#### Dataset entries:
※

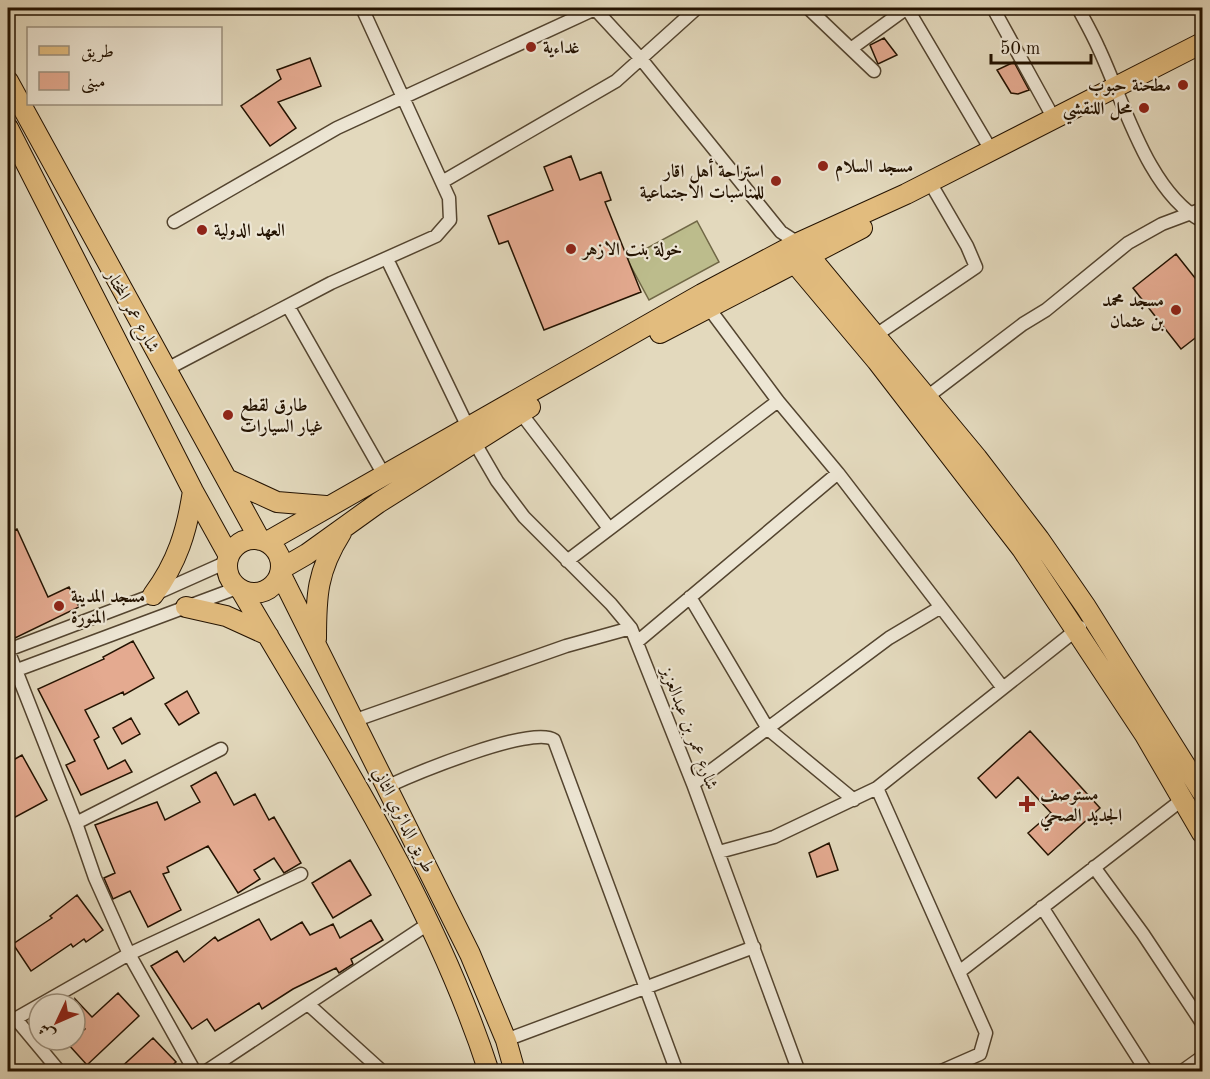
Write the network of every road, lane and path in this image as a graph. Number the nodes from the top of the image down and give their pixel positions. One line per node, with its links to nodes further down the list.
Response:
1 (362, 8): 15 (street)
2 (595, 8): 11 (street); 15 (street)
3 (697, 8): 11 (street)
4 (907, 8): 9 (street); 18 (street)
5 (993, 8): 16 (street)
6 (1078, 8): 14 (street)
7 (812, 9): 9 (street)
8 (1203, 43): 14 (main road)
9 (852, 48): 12 (street)
10 (1203, 56): 14 (main road)
11 (641, 59): 19 (street); 25 (street)
12 (874, 71)
13 (8, 81): 30 (main road, شارع عمر المختار)
14 (1117, 91): 16 (main road); 20 (main road); 22 (street)
15 (402, 96): 19 (street); 24 (street)
16 (1053, 117): 18 (main road)
17 (8, 128): 38 (main road, شارع عمر المختار)
18 (992, 150): 25 (main road)
19 (442, 182): 26 (street)
20 (935, 191): 25 (main road); 29 (street)
21 (1203, 209): 22 (street)
22 (1190, 214): 23 (street); 31 (street)
23 (1203, 221)
24 (174, 222)
25 (794, 249): 28 (main road); 29 (main road); 34 (main road); 53 (main road)
26 (387, 258): 27 (street); 34 (street, شارع عمر بن عبدالعزيز)
27 (288, 306): 30 (street); 36 (street)
28 (708, 307): 32 (street); 33 (main road)
29 (876, 335): 31 (main road)
30 (165, 370): 37 (main road, شارع عمر المختار)
31 (927, 397): 51 (main road)
32 (778, 401): 35 (street); 41 (street)
33 (520, 412): 34 (main road); 41 (street)
34 (471, 434): 36 (main road); 40 (main road); 44 (street, شارع عمر بن عبدالعزيز)
35 (838, 473): 48 (street); 50 (street)
36 (384, 475): 39 (main road)
37 (229, 480): 39 (main road); 42 (main road, شارع عمر المختار)
38 (193, 491): 43 (main road, شارع عمر المختار); 47 (main road)
39 (332, 505): 42 (main road)
40 (345, 526): 45 (main road); 56 (main road)
41 (608, 527): 44 (street)
42 (264, 541): 43 (main road); 45 (main road)
43 (228, 559): 46 (main road); 47 (street)
44 (567, 561): 52 (street, شارع عمر بن عبدالعزيز)
45 (281, 571): 46 (main road); 56 (main road, طريق الدائري الثاني)
46 (239, 589): 49 (street); 54 (main road, طريق الدائري الثاني)
47 (153, 595): 57 (street)
48 (690, 597): 55 (street); 61 (street)
49 (186, 607): 54 (main road); 58 (street)
50 (941, 607): 59 (street); 61 (street)
51 (1093, 617): 53 (street); 65 (main road)
52 (631, 628): 55 (street, شارع عمر بن عبدالعزيز); 60 (street)
53 (1076, 629): 59 (street); 67 (main road)
54 (268, 635): 75 (main road, طريق الدائري الثاني)
55 (637, 642): 63 (street, شارع عمر بن عبدالعزيز)
56 (316, 645): 60 (main road, طريق الدائري الثاني)
57 (8, 650): 58 (street)
58 (11, 671): 69 (street)
59 (1003, 688): 66 (street)
60 (353, 721): 64 (main road, طريق الدائري الثاني)
61 (768, 729): 63 (street); 68 (street)
62 (221, 749): 69 (street)
63 (693, 784): 71 (street, شارع عمر بن عبدالعزيز)
64 (386, 787): 78 (main road, طريق الدائري الثاني); 81 (street)
65 (1201, 787)
66 (877, 788): 68 (street); 80 (street)
67 (1183, 799): 70 (main road); 72 (street)
68 (854, 800): 71 (street)
69 (76, 823): 77 (street)
70 (1203, 833)
71 (719, 852): 76 (street, شارع عمر بن عبدالعزيز)
72 (1094, 867): 74 (street); 84 (street)
73 (301, 874): 77 (street)
74 (1042, 907): 80 (street); 96 (street)
75 (428, 924): 79 (main road, طريق الدائري الثاني); 82 (street)
76 (754, 947): 81 (street); 94 (street, شارع عمر بن عبدالعزيز)
77 (129, 954): 83 (street); 88 (street)
78 (470, 954): 79 (main road); 85 (main road, طريق الدائري الثاني)
79 (447, 964): 91 (main road, طريق الدائري الثاني)
80 (958, 972): 95 (street)
81 (648, 989): 85 (street); 93 (street)
82 (309, 1005): 89 (street); 90 (street)
83 (11, 1021): 87 (street)
84 (1203, 1023)
85 (506, 1040): 92 (main road, طريق الدائري الثاني)
86 (1203, 1057): 97 (street)
87 (60, 1071)
88 (195, 1071)
89 (205, 1071)
90 (384, 1071)
91 (489, 1071)
92 (515, 1071)
93 (677, 1071)
94 (799, 1071)
95 (939, 1071)
96 (1147, 1071)
97 (1180, 1071)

※

#### WHAT THE TASK ASKS:
Leave the pictures out and reproduce every record above exactly.

#### RESULT BELOW:
Write the network of every road, lane and path in this image as a graph. Number the nodes from the top of the image down and give their pixel positions. One line per node, with its links to nodes further down the list.
Response:
1 (362, 8): 15 (street)
2 (595, 8): 11 (street); 15 (street)
3 (697, 8): 11 (street)
4 (907, 8): 9 (street); 18 (street)
5 (993, 8): 16 (street)
6 (1078, 8): 14 (street)
7 (812, 9): 9 (street)
8 (1203, 43): 14 (main road)
9 (852, 48): 12 (street)
10 (1203, 56): 14 (main road)
11 (641, 59): 19 (street); 25 (street)
12 (874, 71)
13 (8, 81): 30 (main road, شارع عمر المختار)
14 (1117, 91): 16 (main road); 20 (main road); 22 (street)
15 (402, 96): 19 (street); 24 (street)
16 (1053, 117): 18 (main road)
17 (8, 128): 38 (main road, شارع عمر المختار)
18 (992, 150): 25 (main road)
19 (442, 182): 26 (street)
20 (935, 191): 25 (main road); 29 (street)
21 (1203, 209): 22 (street)
22 (1190, 214): 23 (street); 31 (street)
23 (1203, 221)
24 (174, 222)
25 (794, 249): 28 (main road); 29 (main road); 34 (main road); 53 (main road)
26 (387, 258): 27 (street); 34 (street, شارع عمر بن عبدالعزيز)
27 (288, 306): 30 (street); 36 (street)
28 (708, 307): 32 (street); 33 (main road)
29 (876, 335): 31 (main road)
30 (165, 370): 37 (main road, شارع عمر المختار)
31 (927, 397): 51 (main road)
32 (778, 401): 35 (street); 41 (street)
33 (520, 412): 34 (main road); 41 (street)
34 (471, 434): 36 (main road); 40 (main road); 44 (street, شارع عمر بن عبدالعزيز)
35 (838, 473): 48 (street); 50 (street)
36 (384, 475): 39 (main road)
37 (229, 480): 39 (main road); 42 (main road, شارع عمر المختار)
38 (193, 491): 43 (main road, شارع عمر المختار); 47 (main road)
39 (332, 505): 42 (main road)
40 (345, 526): 45 (main road); 56 (main road)
41 (608, 527): 44 (street)
42 (264, 541): 43 (main road); 45 (main road)
43 (228, 559): 46 (main road); 47 (street)
44 (567, 561): 52 (street, شارع عمر بن عبدالعزيز)
45 (281, 571): 46 (main road); 56 (main road, طريق الدائري الثاني)
46 (239, 589): 49 (street); 54 (main road, طريق الدائري الثاني)
47 (153, 595): 57 (street)
48 (690, 597): 55 (street); 61 (street)
49 (186, 607): 54 (main road); 58 (street)
50 (941, 607): 59 (street); 61 (street)
51 (1093, 617): 53 (street); 65 (main road)
52 (631, 628): 55 (street, شارع عمر بن عبدالعزيز); 60 (street)
53 (1076, 629): 59 (street); 67 (main road)
54 (268, 635): 75 (main road, طريق الدائري الثاني)
55 (637, 642): 63 (street, شارع عمر بن عبدالعزيز)
56 (316, 645): 60 (main road, طريق الدائري الثاني)
57 (8, 650): 58 (street)
58 (11, 671): 69 (street)
59 (1003, 688): 66 (street)
60 (353, 721): 64 (main road, طريق الدائري الثاني)
61 (768, 729): 63 (street); 68 (street)
62 (221, 749): 69 (street)
63 (693, 784): 71 (street, شارع عمر بن عبدالعزيز)
64 (386, 787): 78 (main road, طريق الدائري الثاني); 81 (street)
65 (1201, 787)
66 (877, 788): 68 (street); 80 (street)
67 (1183, 799): 70 (main road); 72 (street)
68 (854, 800): 71 (street)
69 (76, 823): 77 (street)
70 (1203, 833)
71 (719, 852): 76 (street, شارع عمر بن عبدالعزيز)
72 (1094, 867): 74 (street); 84 (street)
73 (301, 874): 77 (street)
74 (1042, 907): 80 (street); 96 (street)
75 (428, 924): 79 (main road, طريق الدائري الثاني); 82 (street)
76 (754, 947): 81 (street); 94 (street, شارع عمر بن عبدالعزيز)
77 (129, 954): 83 (street); 88 (street)
78 (470, 954): 79 (main road); 85 (main road, طريق الدائري الثاني)
79 (447, 964): 91 (main road, طريق الدائري الثاني)
80 (958, 972): 95 (street)
81 (648, 989): 85 (street); 93 (street)
82 (309, 1005): 89 (street); 90 (street)
83 (11, 1021): 87 (street)
84 (1203, 1023)
85 (506, 1040): 92 (main road, طريق الدائري الثاني)
86 (1203, 1057): 97 (street)
87 (60, 1071)
88 (195, 1071)
89 (205, 1071)
90 (384, 1071)
91 (489, 1071)
92 (515, 1071)
93 (677, 1071)
94 (799, 1071)
95 (939, 1071)
96 (1147, 1071)
97 (1180, 1071)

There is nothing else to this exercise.